76. Invierno: aceitunas heladas.
La luz de la ciudad: siempre esa luz poderosa…El sol se eleva por encima de la gran montaña nevada e ilumina la Cruz que se levanta regia sobre la ciudad. Al pie de la Cruz parece que todas las olivas la saludaran. El símbolo de la ciudad, visto por todos los aceituneros que ofrecen sus manos, sus ojos, sus brazos, sus piernas, sus corazones para recoger la aceituna.
Las manos heladas, las viejas manos gélidas, las manos trabajadas ateridas son como las ramas y los troncos de las olivas: retorcidas, con los nudos prominentes, fuertes. Llenas de hielo y frío. Llenas de esfuerzo, de tesón, de alma, de trabajo bien hecho.
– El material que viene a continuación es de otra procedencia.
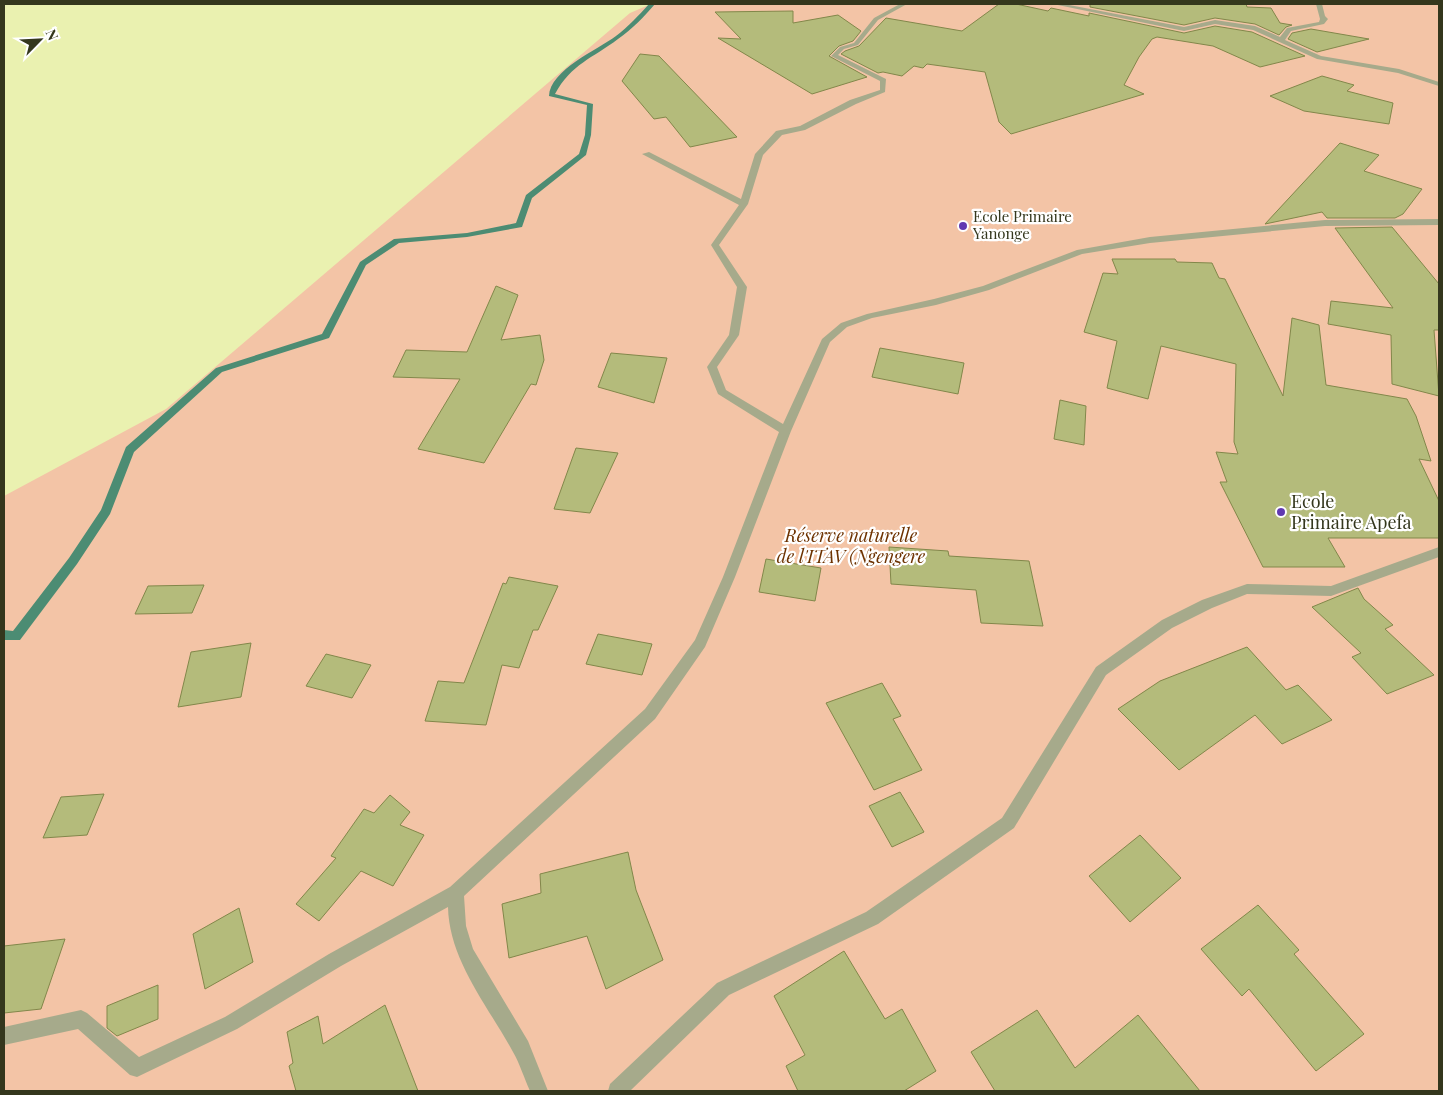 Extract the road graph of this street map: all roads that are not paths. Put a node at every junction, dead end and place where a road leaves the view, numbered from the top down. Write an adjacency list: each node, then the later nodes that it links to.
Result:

Las jóvenes manos, como las ramitas jóvenes.
Las mujeres arrastran los mantones. Cuentan historias, cantan, ríen… Al pie de una oliva hay un trozo de hielo. Llegan algunos pájaros y algunos rayos de sol que quieren calentar un poco. Al ritmo constante del vareo van cayendo las olivas llenas del aceite nuevo. Con los olores nuevos, con los colores nuevos. Recuerdos antiguos del pan con aceite.
Poco a poco se van colmando los cerones, las mujeres recogen las aceitunillas que escapan del mantón. Hombres y mujeres más jóvenes arrastran los lienzos helados con sus manos aun sin curtir. Y los hombres fuertes van amontonando el fruto.
La tierra fría se va empapando del sudor de los hombres y mujeres que laboran. También de alguna lágrima. Lágrima que brota del recuerdo de otros que antes empaparon la tierra de sudor haciendo la misma labor.
Y la Cruz vigilante. Como un faro que guía a todos, sin fe concreta, sin creencia determinada, solo con “la fe de mis mayores” que cantó el poeta. Y la ciudad bañada en la luz de los días de frío y aceitunas, de lienzos y vareo.